(DIRECTIONS FOR THIS TASK) Return every line from the records below in which the word "Принципа" is found.

(RECORDED INFORMATION)
_ _ _

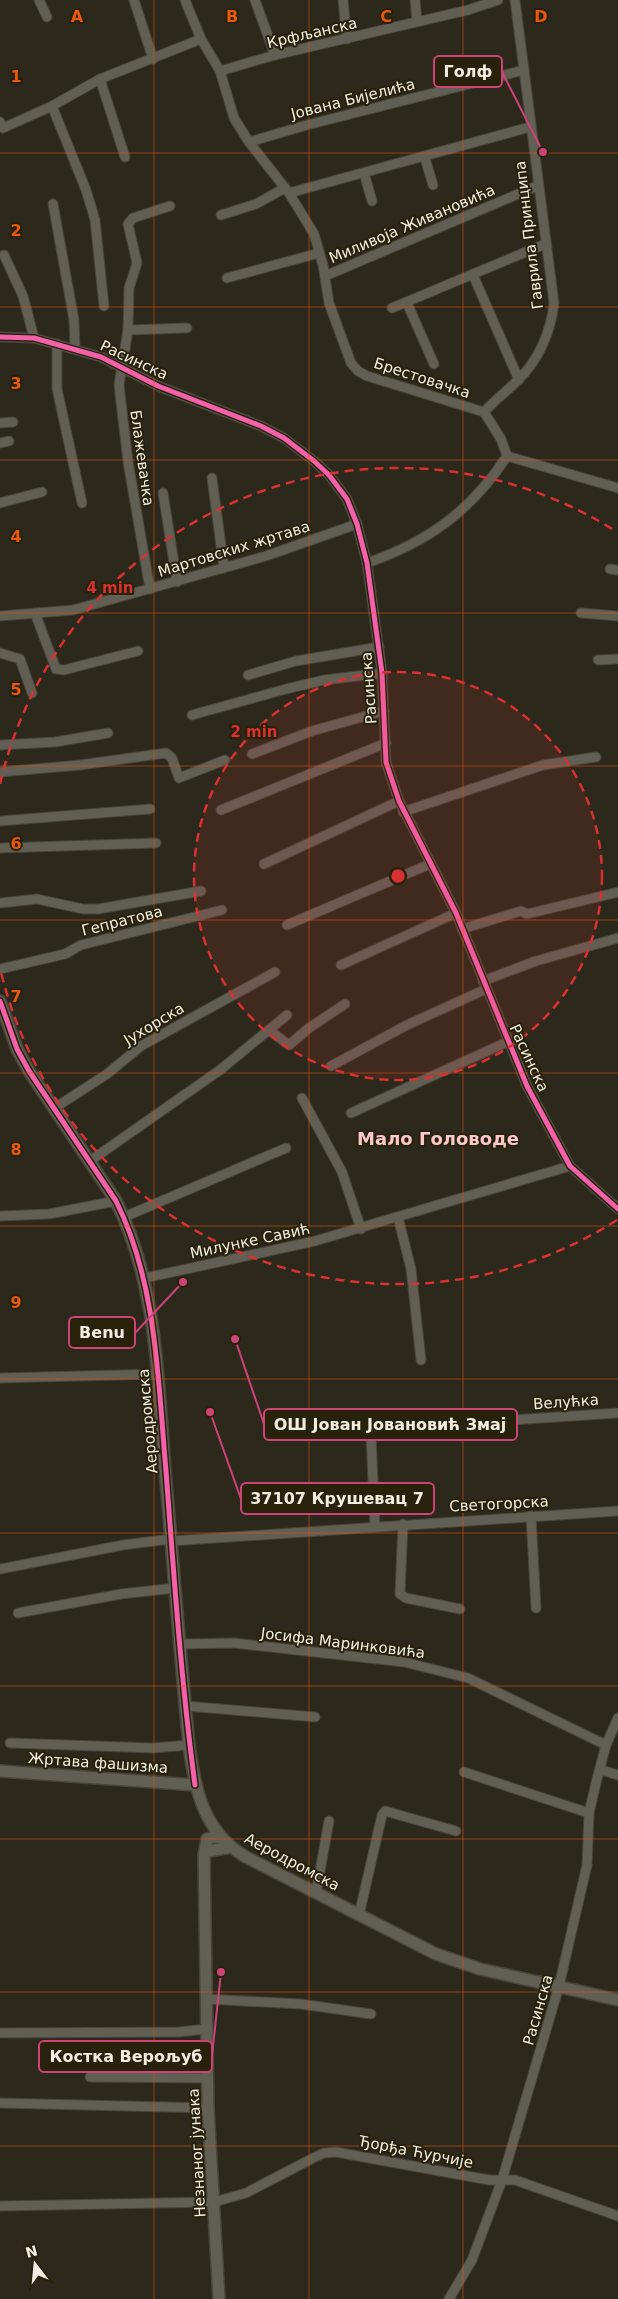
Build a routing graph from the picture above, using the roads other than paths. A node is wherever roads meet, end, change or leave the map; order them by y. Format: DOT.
graph roads {
  1 [pos="39,0"];
  2 [pos="134,0"];
  3 [pos="185,0"];
  4 [pos="255,0"];
  5 [pos="343,0"];
  6 [pos="415,0"];
  7 [pos="498,0"];
  8 [pos="515,0"];
  9 [pos="468,5"];
  10 [pos="46,17"];
  11 [pos="417,21"];
  12 [pos="201,39"];
  13 [pos="347,39"];
  14 [pos="275,55"];
  15 [pos="153,59"];
  16 [pos="524,70"];
  17 [pos="220,71"];
  18 [pos="100,79"];
  19 [pos="52,106"];
  20 [pos="1,125"];
  21 [pos="530,128"];
  22 [pos="249,142"];
  23 [pos="125,157"];
  24 [pos="424,158"];
  25 [pos="364,173"];
  26 [pos="433,185"];
  27 [pos="537,186"];
  28 [pos="287,191"];
  29 [pos="372,201"];
  30 [pos="53,204"];
  31 [pos="170,206"];
  32 [pos="221,215"];
  33 [pos="545,244"];
  34 [pos="319,253"];
  35 [pos="4,255"];
  36 [pos="474,275"];
  37 [pos="325,276"];
  38 [pos="228,278"];
  39 [pos="407,303"];
  40 [pos="104,306"];
  41 [pos="392,308"];
  42 [pos="187,328"];
  43 [pos="128,330"];
  44 [pos="0,337"];
  45 [pos="34,338"];
  46 [pos="57,344"];
  47 [pos="75,348"];
  48 [pos="434,364"];
  49 [pos="122,367"];
  50 [pos="519,380"];
  51 [pos="484,412"];
  52 [pos="13,422"];
  53 [pos="0,423"];
  54 [pos="508,456"];
  55 [pos="212,478"];
  56 [pos="618,488"];
  57 [pos="42,492"];
  58 [pos="163,493"];
  59 [pos="0,503"];
  60 [pos="82,503"];
  61 [pos="357,524"];
  62 [pos="367,564"];
  63 [pos="224,568"];
  64 [pos="178,582"];
  65 [pos="150,589"];
  66 [pos="35,613"];
  67 [pos="581,613"];
  68 [pos="0,616"];
  69 [pos="618,616"];
  70 [pos="379,647"];
  71 [pos="138,651"];
  72 [pos="0,654"];
  73 [pos="618,659"];
  74 [pos="598,660"];
  75 [pos="382,673"];
  76 [pos="248,676"];
  77 [pos="32,693"];
  78 [pos="384,711"];
  79 [pos="192,715"];
  80 [pos="108,733"];
  81 [pos="386,743"];
  82 [pos="0,745"];
  83 [pos="252,754"];
  84 [pos="596,757"];
  85 [pos="225,760"];
  86 [pos="0,772"];
  87 [pos="399,801"];
  88 [pos="150,809"];
  89 [pos="221,810"];
  90 [pos="403,812"];
  91 [pos="0,821"];
  92 [pos="156,842"];
  93 [pos="0,848"];
  94 [pos="264,864"];
  95 [pos="430,864"];
  96 [pos="201,891"];
  97 [pos="618,892"];
  98 [pos="0,903"];
  99 [pos="222,910"];
  100 [pos="456,913"];
  101 [pos="286,925"];
  102 [pos="462,929"];
  103 [pos="618,938"];
  104 [pos="341,965"];
  105 [pos="0,968"];
  106 [pos="275,972"];
  107 [pos="485,985"];
  108 [pos="0,1002"];
  109 [pos="345,1004"];
  110 [pos="287,1015"];
  111 [pos="268,1030"];
  112 [pos="507,1042"];
  113 [pos="331,1066"];
  114 [pos="302,1098"];
  115 [pos="53,1108"];
  116 [pos="351,1112"];
  117 [pos="286,1148"];
  118 [pos="90,1161"];
  119 [pos="570,1166"];
  120 [pos="116,1201"];
  121 [pos="618,1209"];
  122 [pos="0,1216"];
  123 [pos="124,1217"];
  124 [pos="398,1217"];
  125 [pos="361,1229"];
  126 [pos="145,1278"];
  127 [pos="421,1360"];
  128 [pos="158,1374"];
  129 [pos="0,1378"];
  130 [pos="618,1413"];
  131 [pos="618,1511"];
  132 [pos="531,1516"];
  133 [pos="403,1524"];
  134 [pos="375,1527"];
  135 [pos="169,1540"];
  136 [pos="0,1569"];
  137 [pos="175,1588"];
  138 [pos="536,1608"];
  139 [pos="460,1609"];
  140 [pos="18,1613"];
  141 [pos="179,1644"];
  142 [pos="186,1706"];
  143 [pos="315,1717"];
  144 [pos="618,1718"];
  145 [pos="10,1743"];
  146 [pos="189,1745"];
  147 [pos="606,1745"];
  148 [pos="601,1770"];
  149 [pos="0,1771"];
  150 [pos="464,1772"];
  151 [pos="618,1775"];
  152 [pos="194,1785"];
  153 [pos="202,1807"];
  154 [pos="589,1813"];
  155 [pos="329,1821"];
  156 [pos="456,1831"];
  157 [pos="215,1833"];
  158 [pos="231,1847"];
  159 [pos="206,1850"];
  160 [pos="316,1893"];
  161 [pos="359,1915"];
  162 [pos="559,1986"];
  163 [pos="206,1999"];
  164 [pos="618,2000"];
  165 [pos="371,2014"];
  166 [pos="206,2029"];
  167 [pos="0,2033"];
  168 [pos="90,2076"];
  169 [pos="208,2078"];
  170 [pos="0,2103"];
  171 [pos="208,2108"];
  172 [pos="502,2180"];
  173 [pos="214,2202"];
  174 [pos="0,2206"];
  175 [pos="618,2216"];
  176 [pos="219,2299"];
  177 [pos="449,2299"];
  1 -- 10 [label="street"];
  2 -- 15 [label="street"];
  3 -- 12 [label="street, Брестовачка"];
  4 -- 14 [label="street"];
  5 -- 13 [label="street"];
  6 -- 11 [label="street"];
  7 -- 9 [label="street, Крфљанска"];
  8 -- 16 [label="street, Гаврила Принципа"];
  9 -- 11 [label="street, Крфљанска"];
  11 -- 13 [label="street, Крфљанска"];
  12 -- 15 [label="street"];
  12 -- 17 [label="street, Брестовачка"];
  13 -- 14 [label="street, Крфљанска"];
  14 -- 17 [label="street, Крфљанска"];
  15 -- 18 [label="street"];
  16 -- 21 [label="street, Гаврила Принципа"];
  16 -- 22 [label="street, Јована Бијелића"];
  17 -- 22 [label="street, Брестовачка"];
  18 -- 19 [label="street"];
  18 -- 23 [label="street"];
  19 -- 20 [label="street"];
  19 -- 40 [label="street"];
  21 -- 24 [label="street"];
  21 -- 27 [label="street, Гаврила Принципа"];
  22 -- 28 [label="street, Брестовачка"];
  24 -- 25 [label="street"];
  24 -- 26 [label="street"];
  25 -- 28 [label="street"];
  25 -- 29 [label="street"];
  27 -- 33 [label="street, Гаврила Принципа"];
  27 -- 37 [label="street, Миливоја Живановића"];
  28 -- 32 [label="street"];
  28 -- 34 [label="street, Брестовачка"];
  30 -- 47 [label="street"];
  31 -- 43 [label="street, Блажевачка"];
  33 -- 36 [label="street"];
  33 -- 50 [label="street, Гаврила Принципа"];
  34 -- 37 [label="street, Брестовачка"];
  34 -- 38 [label="street"];
  35 -- 45 [label="street"];
  36 -- 39 [label="street"];
  36 -- 50 [label="street"];
  37 -- 51 [label="street, Брестовачка"];
  39 -- 41 [label="street"];
  39 -- 48 [label="street"];
  42 -- 43 [label="street"];
  43 -- 49 [label="street, Блажевачка"];
  44 -- 45 [label="street, Расинска"];
  45 -- 46 [label="street, Расинска"];
  46 -- 47 [label="street, Расинска"];
  46 -- 60 [label="street"];
  47 -- 49 [label="street, Расинска"];
  49 -- 61 [label="street, Расинска"];
  49 -- 65 [label="street, Блажевачка"];
  50 -- 51 [label="street, Гаврила Принципа"];
  51 -- 54 [label="street"];
  52 -- 53 [label="street"];
  54 -- 56 [label="street"];
  54 -- 62 [label="street"];
  55 -- 63 [label="street"];
  57 -- 59 [label="street"];
  58 -- 64 [label="street"];
  61 -- 62 [label="street, Расинска"];
  61 -- 63 [label="street, Мартовских жртава"];
  62 -- 70 [label="street, Расинска"];
  63 -- 64 [label="street, Мартовских жртава"];
  64 -- 65 [label="street, Мартовских жртава"];
  65 -- 66 [label="street, Мартовских жртава"];
  66 -- 68 [label="street, Мартовских жртава"];
  66 -- 71 [label="street"];
  67 -- 69 [label="street"];
  70 -- 75 [label="street, Расинска"];
  70 -- 76 [label="street"];
  72 -- 77 [label="street"];
  73 -- 74 [label="street"];
  75 -- 78 [label="street, Расинска"];
  75 -- 79 [label="street"];
  78 -- 81 [label="street, Расинска"];
  78 -- 83 [label="street"];
  80 -- 82 [label="street"];
  81 -- 87 [label="street, Расинска"];
  81 -- 89 [label="street"];
  84 -- 90 [label="street"];
  85 -- 86 [label="street"];
  87 -- 90 [label="street, Расинска"];
  87 -- 94 [label="street"];
  88 -- 91 [label="street"];
  90 -- 95 [label="street, Расинска"];
  92 -- 93 [label="street"];
  95 -- 100 [label="street, Расинска"];
  95 -- 101 [label="street"];
  96 -- 98 [label="street"];
  97 -- 102 [label="street"];
  99 -- 105 [label="street, Гепратова"];
  100 -- 102 [label="street, Расинска"];
  100 -- 104 [label="street"];
  102 -- 107 [label="street, Расинска"];
  103 -- 107 [label="street"];
  106 -- 115 [label="street, Јухорска"];
  107 -- 112 [label="street, Расинска"];
  107 -- 113 [label="street"];
  108 -- 115 [label="street, Аеродромска"];
  109 -- 111 [label="street"];
  110 -- 111 [label="street"];
  111 -- 118 [label="street"];
  112 -- 116 [label="street"];
  112 -- 119 [label="street, Расинска"];
  114 -- 125 [label="street"];
  115 -- 118 [label="street, Аеродромска"];
  117 -- 123 [label="street"];
  118 -- 120 [label="street, Аеродромска"];
  119 -- 121 [label="street, Расинска"];
  119 -- 124 [label="street, Милунке Савић"];
  120 -- 122 [label="street"];
  120 -- 123 [label="street, Аеродромска"];
  123 -- 126 [label="street, Аеродромска"];
  124 -- 125 [label="street, Милунке Савић"];
  124 -- 127 [label="street"];
  125 -- 126 [label="street, Милунке Савић"];
  126 -- 128 [label="street, Аеродромска"];
  128 -- 129 [label="street"];
  128 -- 135 [label="street, Аеродромска"];
  130 -- 134 [label="street, Велућка"];
  131 -- 132 [label="street, Светогорска"];
  132 -- 133 [label="street, Светогорска"];
  132 -- 138 [label="street"];
  133 -- 134 [label="street, Светогорска"];
  133 -- 139 [label="street"];
  134 -- 135 [label="street, Светогорска"];
  135 -- 136 [label="street, Светогорска"];
  135 -- 137 [label="street, Аеродромска"];
  137 -- 140 [label="street"];
  137 -- 141 [label="street, Аеродромска"];
  141 -- 142 [label="street, Аеродромска"];
  141 -- 147 [label="street, Јосифа Маринковића"];
  142 -- 143 [label="street"];
  142 -- 146 [label="street, Аеродромска"];
  144 -- 147 [label="street, Расинска"];
  145 -- 146 [label="street"];
  146 -- 152 [label="street, Аеродромска"];
  147 -- 148 [label="street, Расинска"];
  148 -- 151 [label="street"];
  148 -- 154 [label="street, Расинска"];
  149 -- 152 [label="street, Жртава фашизма"];
  150 -- 154 [label="street"];
  152 -- 153 [label="street, Аеродромска"];
  153 -- 157 [label="street, Аеродромска"];
  153 -- 159 [label="street, Незнаног јунака"];
  154 -- 162 [label="street, Расинска"];
  155 -- 160 [label="street"];
  156 -- 161 [label="street"];
  157 -- 158 [label="street, Аеродромска"];
  157 -- 159 [label="street"];
  158 -- 159 [label="street"];
  158 -- 160 [label="street, Аеродромска"];
  159 -- 163 [label="street, Незнаног јунака"];
  160 -- 161 [label="street, Аеродромска"];
  161 -- 162 [label="street, Аеродромска"];
  162 -- 164 [label="street, Аеродромска"];
  162 -- 172 [label="street, Расинска"];
  163 -- 165 [label="street"];
  163 -- 166 [label="street, Незнаног јунака"];
  166 -- 167 [label="street"];
  166 -- 169 [label="street, Незнаног јунака"];
  168 -- 169 [label="street"];
  169 -- 171 [label="street, Незнаног јунака"];
  170 -- 171 [label="street"];
  171 -- 173 [label="street, Незнаног јунака"];
  172 -- 173 [label="street, Ђорђа Ћурчије"];
  172 -- 175 [label="street, Ђорђа Ћурчије"];
  172 -- 177 [label="street, Расинска"];
  173 -- 174 [label="street, Ђорђа Ћурчије"];
  173 -- 176 [label="street, Незнаног јунака"];
}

_ _ _

(RESULT OF THE TASK)
  8 -- 16 [label="street, Гаврила Принципа"];
  16 -- 21 [label="street, Гаврила Принципа"];
  21 -- 27 [label="street, Гаврила Принципа"];
  27 -- 33 [label="street, Гаврила Принципа"];
  33 -- 50 [label="street, Гаврила Принципа"];
  50 -- 51 [label="street, Гаврила Принципа"];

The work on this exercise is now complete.